_EXERCISE_
All of the data that follows should be retyped exactly, please, except the pictures.

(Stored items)
___

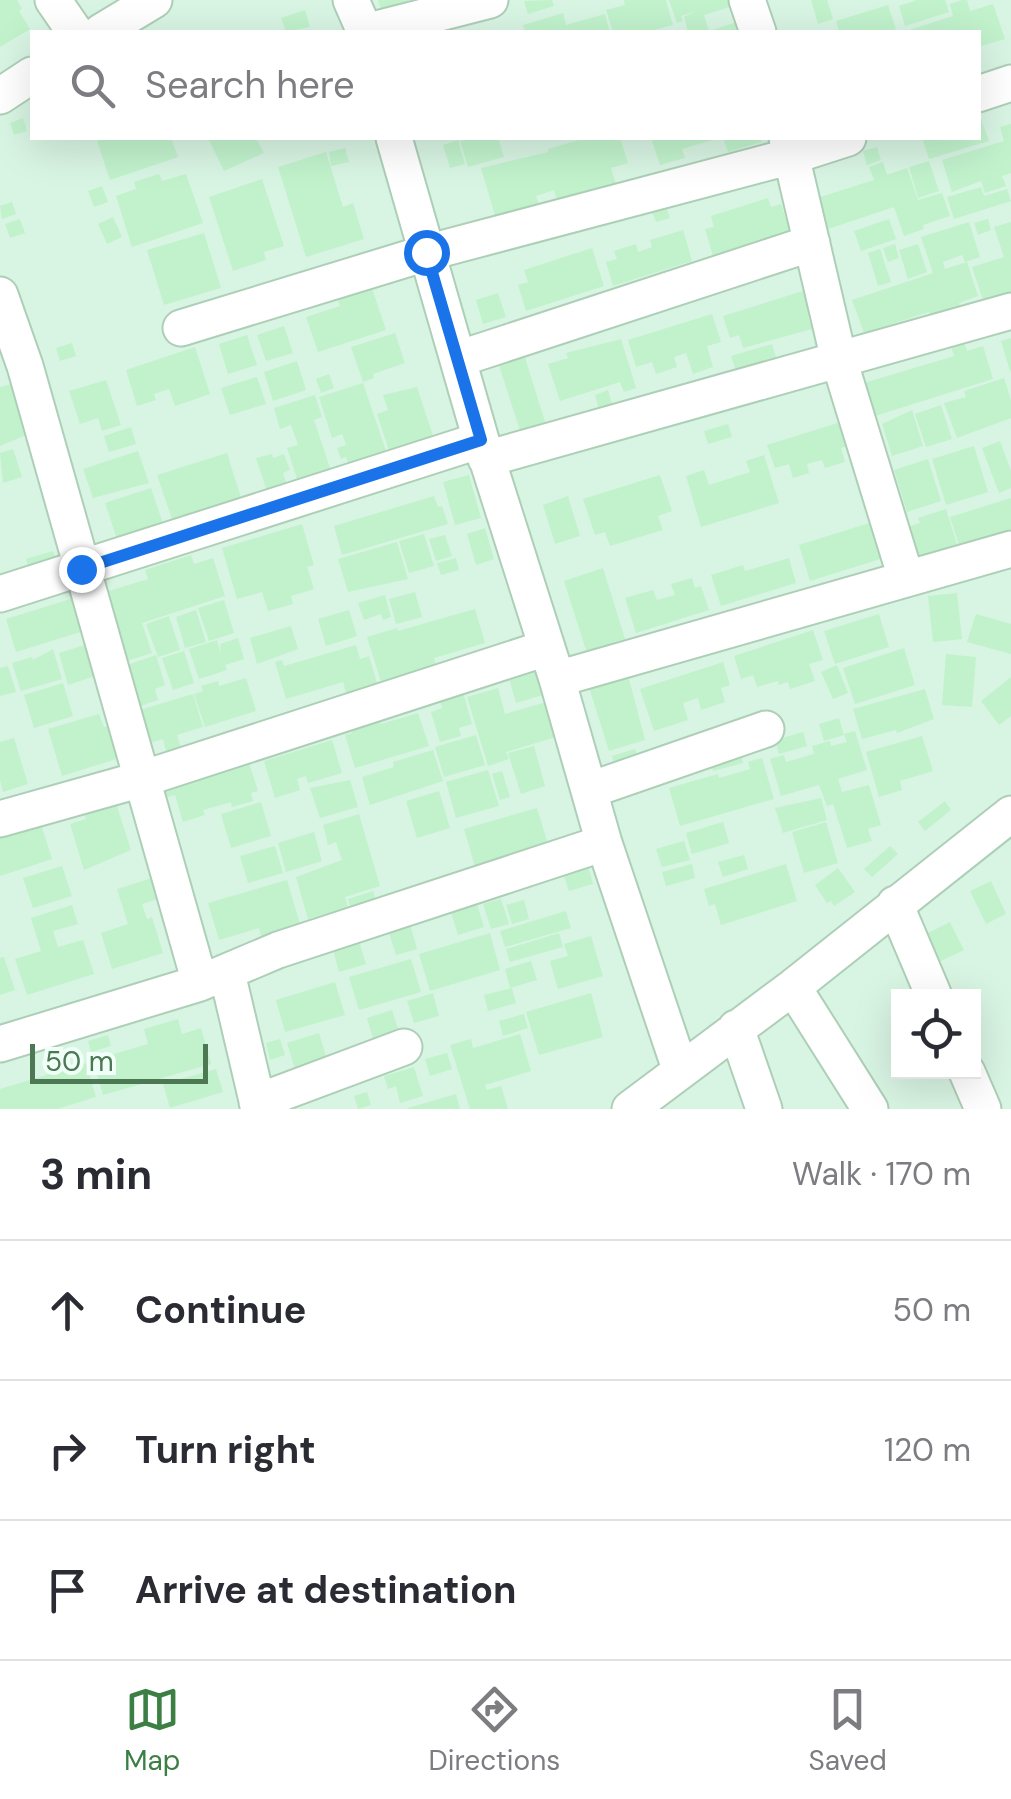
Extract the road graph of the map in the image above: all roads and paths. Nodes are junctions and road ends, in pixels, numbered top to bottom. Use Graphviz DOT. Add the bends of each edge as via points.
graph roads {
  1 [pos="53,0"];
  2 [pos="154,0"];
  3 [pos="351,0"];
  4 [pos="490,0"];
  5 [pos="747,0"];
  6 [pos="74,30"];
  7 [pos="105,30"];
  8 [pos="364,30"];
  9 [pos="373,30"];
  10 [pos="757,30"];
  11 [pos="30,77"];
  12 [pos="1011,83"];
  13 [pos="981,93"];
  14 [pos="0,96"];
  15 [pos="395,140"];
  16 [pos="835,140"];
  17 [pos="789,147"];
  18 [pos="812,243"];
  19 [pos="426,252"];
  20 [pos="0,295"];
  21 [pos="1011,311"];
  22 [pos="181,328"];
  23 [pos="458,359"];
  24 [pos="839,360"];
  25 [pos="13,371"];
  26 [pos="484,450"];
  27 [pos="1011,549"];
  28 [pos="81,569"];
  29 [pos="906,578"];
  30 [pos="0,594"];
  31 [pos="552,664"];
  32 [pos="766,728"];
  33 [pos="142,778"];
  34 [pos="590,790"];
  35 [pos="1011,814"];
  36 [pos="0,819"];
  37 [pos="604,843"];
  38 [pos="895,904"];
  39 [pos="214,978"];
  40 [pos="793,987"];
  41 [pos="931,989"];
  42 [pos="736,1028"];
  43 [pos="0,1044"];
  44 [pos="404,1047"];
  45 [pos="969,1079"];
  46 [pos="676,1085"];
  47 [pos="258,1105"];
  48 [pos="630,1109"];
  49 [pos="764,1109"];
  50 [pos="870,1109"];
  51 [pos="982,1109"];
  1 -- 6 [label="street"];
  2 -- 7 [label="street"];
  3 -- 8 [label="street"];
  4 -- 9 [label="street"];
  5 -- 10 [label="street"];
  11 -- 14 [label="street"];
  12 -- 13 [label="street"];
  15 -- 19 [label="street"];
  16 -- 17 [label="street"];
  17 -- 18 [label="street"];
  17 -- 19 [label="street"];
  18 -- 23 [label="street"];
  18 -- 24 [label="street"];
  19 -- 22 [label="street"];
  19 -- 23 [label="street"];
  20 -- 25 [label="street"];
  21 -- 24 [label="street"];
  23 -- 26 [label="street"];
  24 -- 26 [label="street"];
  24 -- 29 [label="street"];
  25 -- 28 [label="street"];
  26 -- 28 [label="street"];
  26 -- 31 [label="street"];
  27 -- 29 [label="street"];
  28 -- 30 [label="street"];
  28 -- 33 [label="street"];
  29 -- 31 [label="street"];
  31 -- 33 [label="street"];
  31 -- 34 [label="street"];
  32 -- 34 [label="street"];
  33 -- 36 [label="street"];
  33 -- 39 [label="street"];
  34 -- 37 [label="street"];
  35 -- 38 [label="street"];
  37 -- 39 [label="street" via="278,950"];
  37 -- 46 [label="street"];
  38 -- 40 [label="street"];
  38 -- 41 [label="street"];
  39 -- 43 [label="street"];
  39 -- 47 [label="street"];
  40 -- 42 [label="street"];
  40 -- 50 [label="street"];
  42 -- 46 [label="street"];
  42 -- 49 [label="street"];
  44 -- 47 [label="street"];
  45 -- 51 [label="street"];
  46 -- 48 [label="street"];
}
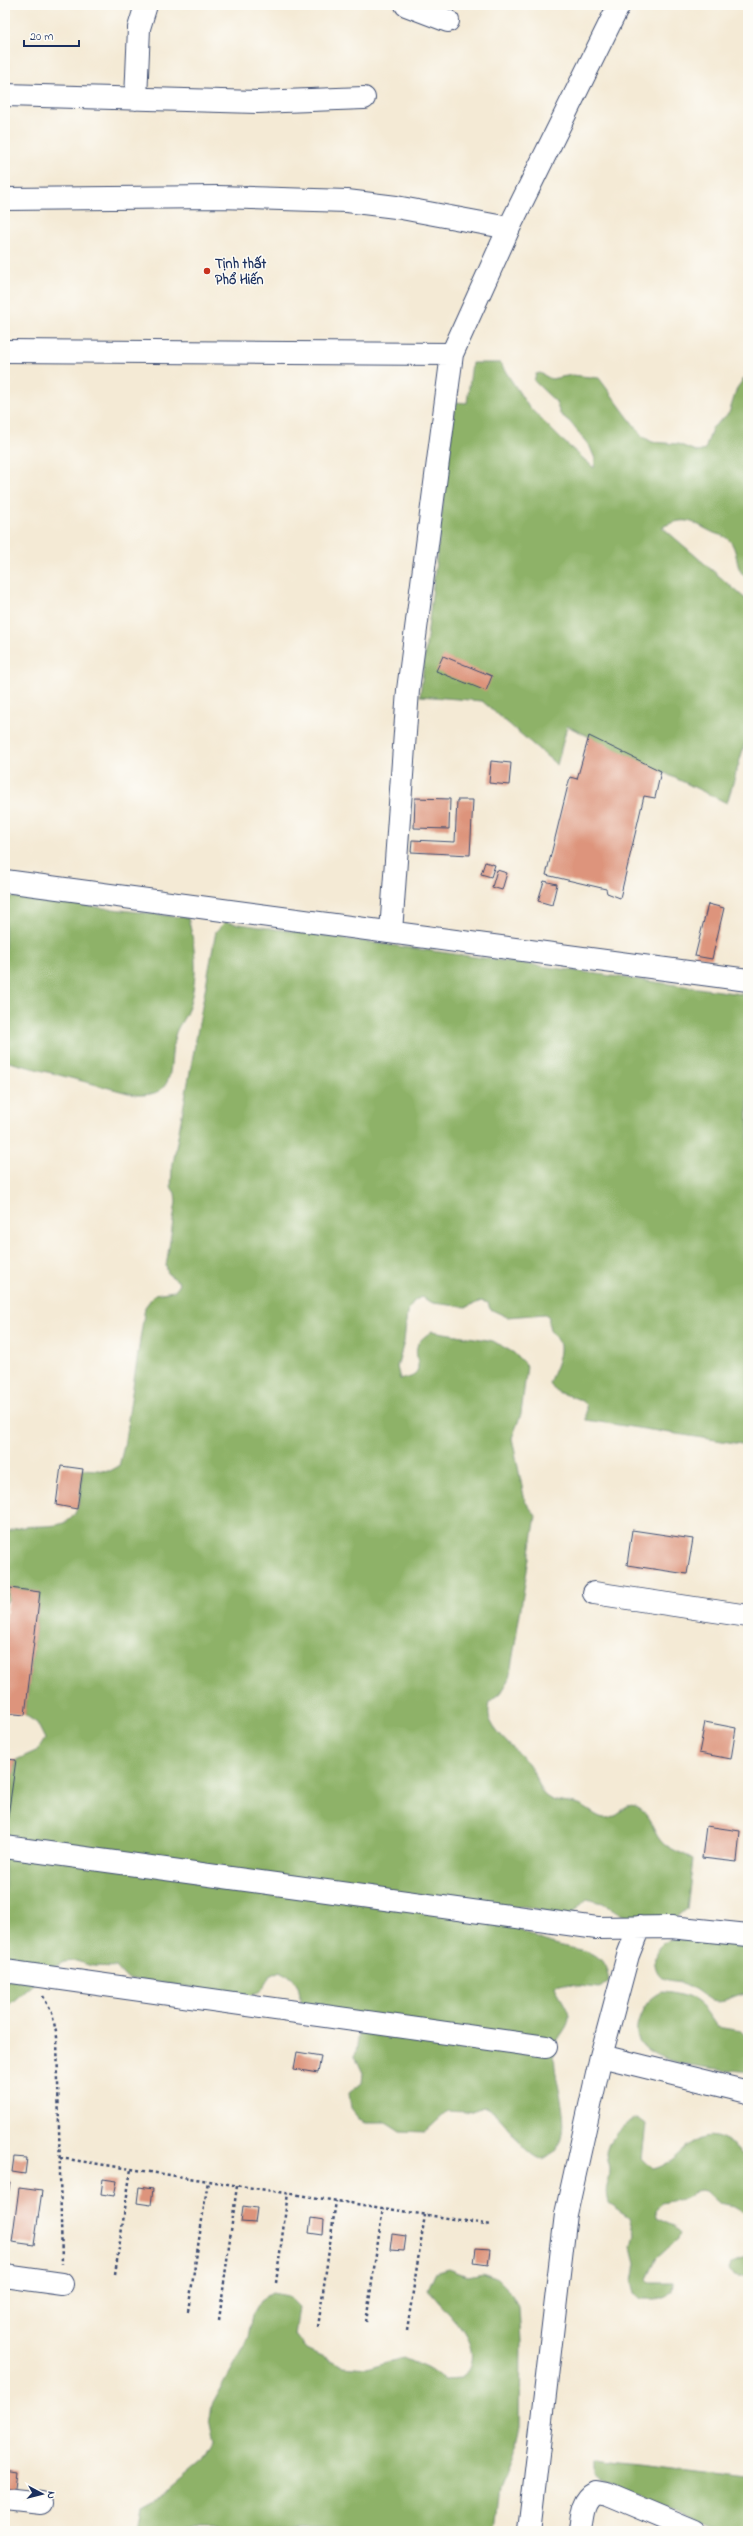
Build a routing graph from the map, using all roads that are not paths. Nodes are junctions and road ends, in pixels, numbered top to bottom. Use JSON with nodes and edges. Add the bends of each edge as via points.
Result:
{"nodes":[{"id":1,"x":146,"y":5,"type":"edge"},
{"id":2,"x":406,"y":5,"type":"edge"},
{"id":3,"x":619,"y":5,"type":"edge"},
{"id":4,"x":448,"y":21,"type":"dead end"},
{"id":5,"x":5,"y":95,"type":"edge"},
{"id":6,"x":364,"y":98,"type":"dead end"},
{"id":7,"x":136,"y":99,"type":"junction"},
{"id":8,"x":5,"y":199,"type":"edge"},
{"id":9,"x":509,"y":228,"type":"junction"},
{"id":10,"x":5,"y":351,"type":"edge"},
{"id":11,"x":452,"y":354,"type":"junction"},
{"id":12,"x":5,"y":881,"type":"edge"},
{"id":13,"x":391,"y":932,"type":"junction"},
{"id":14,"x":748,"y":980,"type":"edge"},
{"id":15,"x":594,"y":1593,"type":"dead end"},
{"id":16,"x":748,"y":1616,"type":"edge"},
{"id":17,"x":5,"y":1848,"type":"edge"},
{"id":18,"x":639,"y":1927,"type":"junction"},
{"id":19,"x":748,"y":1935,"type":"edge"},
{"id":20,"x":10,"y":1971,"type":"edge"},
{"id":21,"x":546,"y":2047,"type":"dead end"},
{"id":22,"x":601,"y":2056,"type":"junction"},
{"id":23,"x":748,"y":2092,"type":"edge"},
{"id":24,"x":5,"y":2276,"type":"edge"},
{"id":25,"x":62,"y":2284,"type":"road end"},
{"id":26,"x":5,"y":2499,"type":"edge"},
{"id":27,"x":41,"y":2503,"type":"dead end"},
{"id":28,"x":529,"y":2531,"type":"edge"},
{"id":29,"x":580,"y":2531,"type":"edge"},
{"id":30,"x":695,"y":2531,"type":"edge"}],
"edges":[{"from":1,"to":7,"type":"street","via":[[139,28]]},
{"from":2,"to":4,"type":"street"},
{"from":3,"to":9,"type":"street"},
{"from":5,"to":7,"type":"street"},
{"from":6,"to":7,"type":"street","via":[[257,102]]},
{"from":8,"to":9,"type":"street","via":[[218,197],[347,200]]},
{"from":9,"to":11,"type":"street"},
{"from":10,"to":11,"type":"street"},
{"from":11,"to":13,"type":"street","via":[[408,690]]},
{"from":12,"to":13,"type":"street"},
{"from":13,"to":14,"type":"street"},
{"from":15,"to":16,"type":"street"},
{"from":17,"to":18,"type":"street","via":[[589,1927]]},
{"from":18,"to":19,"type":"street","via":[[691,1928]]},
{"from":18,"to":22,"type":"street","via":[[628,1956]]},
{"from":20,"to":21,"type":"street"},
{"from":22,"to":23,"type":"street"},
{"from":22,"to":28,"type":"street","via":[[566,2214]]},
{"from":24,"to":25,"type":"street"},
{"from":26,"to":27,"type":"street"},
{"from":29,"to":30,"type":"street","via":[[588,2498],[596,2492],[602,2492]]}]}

___

_OUTPUT FOR THIS EXERCISE_
Extract the road graph of the map in the image above: all roads and paths. Nodes are junctions and road ends, in pixels, numbered top to bottom. Use Graphviz DOT. Add the bends of each edge as via points.
graph roads {
  1 [pos="53,0"];
  2 [pos="154,0"];
  3 [pos="351,0"];
  4 [pos="490,0"];
  5 [pos="747,0"];
  6 [pos="74,30"];
  7 [pos="105,30"];
  8 [pos="364,30"];
  9 [pos="373,30"];
  10 [pos="757,30"];
  11 [pos="30,77"];
  12 [pos="1011,83"];
  13 [pos="981,93"];
  14 [pos="0,96"];
  15 [pos="395,140"];
  16 [pos="835,140"];
  17 [pos="789,147"];
  18 [pos="812,243"];
  19 [pos="426,252"];
  20 [pos="0,295"];
  21 [pos="1011,311"];
  22 [pos="181,328"];
  23 [pos="458,359"];
  24 [pos="839,360"];
  25 [pos="13,371"];
  26 [pos="484,450"];
  27 [pos="1011,549"];
  28 [pos="81,569"];
  29 [pos="906,578"];
  30 [pos="0,594"];
  31 [pos="552,664"];
  32 [pos="766,728"];
  33 [pos="142,778"];
  34 [pos="590,790"];
  35 [pos="1011,814"];
  36 [pos="0,819"];
  37 [pos="604,843"];
  38 [pos="895,904"];
  39 [pos="214,978"];
  40 [pos="793,987"];
  41 [pos="931,989"];
  42 [pos="736,1028"];
  43 [pos="0,1044"];
  44 [pos="404,1047"];
  45 [pos="969,1079"];
  46 [pos="676,1085"];
  47 [pos="258,1105"];
  48 [pos="630,1109"];
  49 [pos="764,1109"];
  50 [pos="870,1109"];
  51 [pos="982,1109"];
  1 -- 6 [label="street"];
  2 -- 7 [label="street"];
  3 -- 8 [label="street"];
  4 -- 9 [label="street"];
  5 -- 10 [label="street"];
  11 -- 14 [label="street"];
  12 -- 13 [label="street"];
  15 -- 19 [label="street"];
  16 -- 17 [label="street"];
  17 -- 18 [label="street"];
  17 -- 19 [label="street"];
  18 -- 23 [label="street"];
  18 -- 24 [label="street"];
  19 -- 22 [label="street"];
  19 -- 23 [label="street"];
  20 -- 25 [label="street"];
  21 -- 24 [label="street"];
  23 -- 26 [label="street"];
  24 -- 26 [label="street"];
  24 -- 29 [label="street"];
  25 -- 28 [label="street"];
  26 -- 28 [label="street"];
  26 -- 31 [label="street"];
  27 -- 29 [label="street"];
  28 -- 30 [label="street"];
  28 -- 33 [label="street"];
  29 -- 31 [label="street"];
  31 -- 33 [label="street"];
  31 -- 34 [label="street"];
  32 -- 34 [label="street"];
  33 -- 36 [label="street"];
  33 -- 39 [label="street"];
  34 -- 37 [label="street"];
  35 -- 38 [label="street"];
  37 -- 39 [label="street" via="278,950"];
  37 -- 46 [label="street"];
  38 -- 40 [label="street"];
  38 -- 41 [label="street"];
  39 -- 43 [label="street"];
  39 -- 47 [label="street"];
  40 -- 42 [label="street"];
  40 -- 50 [label="street"];
  42 -- 46 [label="street"];
  42 -- 49 [label="street"];
  44 -- 47 [label="street"];
  45 -- 51 [label="street"];
  46 -- 48 [label="street"];
}
Build a routing graph from the map, using all roads that are not paths. Nodes are junctions and road ends, in pixels, numbered top to bottom. Use JSON with nodes and edges. Add the bends of each edge as via points.
Result:
{"nodes":[{"id":1,"x":146,"y":5,"type":"edge"},
{"id":2,"x":406,"y":5,"type":"edge"},
{"id":3,"x":619,"y":5,"type":"edge"},
{"id":4,"x":448,"y":21,"type":"dead end"},
{"id":5,"x":5,"y":95,"type":"edge"},
{"id":6,"x":364,"y":98,"type":"dead end"},
{"id":7,"x":136,"y":99,"type":"junction"},
{"id":8,"x":5,"y":199,"type":"edge"},
{"id":9,"x":509,"y":228,"type":"junction"},
{"id":10,"x":5,"y":351,"type":"edge"},
{"id":11,"x":452,"y":354,"type":"junction"},
{"id":12,"x":5,"y":881,"type":"edge"},
{"id":13,"x":391,"y":932,"type":"junction"},
{"id":14,"x":748,"y":980,"type":"edge"},
{"id":15,"x":594,"y":1593,"type":"dead end"},
{"id":16,"x":748,"y":1616,"type":"edge"},
{"id":17,"x":5,"y":1848,"type":"edge"},
{"id":18,"x":639,"y":1927,"type":"junction"},
{"id":19,"x":748,"y":1935,"type":"edge"},
{"id":20,"x":10,"y":1971,"type":"edge"},
{"id":21,"x":546,"y":2047,"type":"dead end"},
{"id":22,"x":601,"y":2056,"type":"junction"},
{"id":23,"x":748,"y":2092,"type":"edge"},
{"id":24,"x":5,"y":2276,"type":"edge"},
{"id":25,"x":62,"y":2284,"type":"road end"},
{"id":26,"x":5,"y":2499,"type":"edge"},
{"id":27,"x":41,"y":2503,"type":"dead end"},
{"id":28,"x":529,"y":2531,"type":"edge"},
{"id":29,"x":580,"y":2531,"type":"edge"},
{"id":30,"x":695,"y":2531,"type":"edge"}],
"edges":[{"from":1,"to":7,"type":"street","via":[[139,28]]},
{"from":2,"to":4,"type":"street"},
{"from":3,"to":9,"type":"street"},
{"from":5,"to":7,"type":"street"},
{"from":6,"to":7,"type":"street","via":[[257,102]]},
{"from":8,"to":9,"type":"street","via":[[218,197],[347,200]]},
{"from":9,"to":11,"type":"street"},
{"from":10,"to":11,"type":"street"},
{"from":11,"to":13,"type":"street","via":[[408,690]]},
{"from":12,"to":13,"type":"street"},
{"from":13,"to":14,"type":"street"},
{"from":15,"to":16,"type":"street"},
{"from":17,"to":18,"type":"street","via":[[589,1927]]},
{"from":18,"to":19,"type":"street","via":[[691,1928]]},
{"from":18,"to":22,"type":"street","via":[[628,1956]]},
{"from":20,"to":21,"type":"street"},
{"from":22,"to":23,"type":"street"},
{"from":22,"to":28,"type":"street","via":[[566,2214]]},
{"from":24,"to":25,"type":"street"},
{"from":26,"to":27,"type":"street"},
{"from":29,"to":30,"type":"street","via":[[588,2498],[596,2492],[602,2492]]}]}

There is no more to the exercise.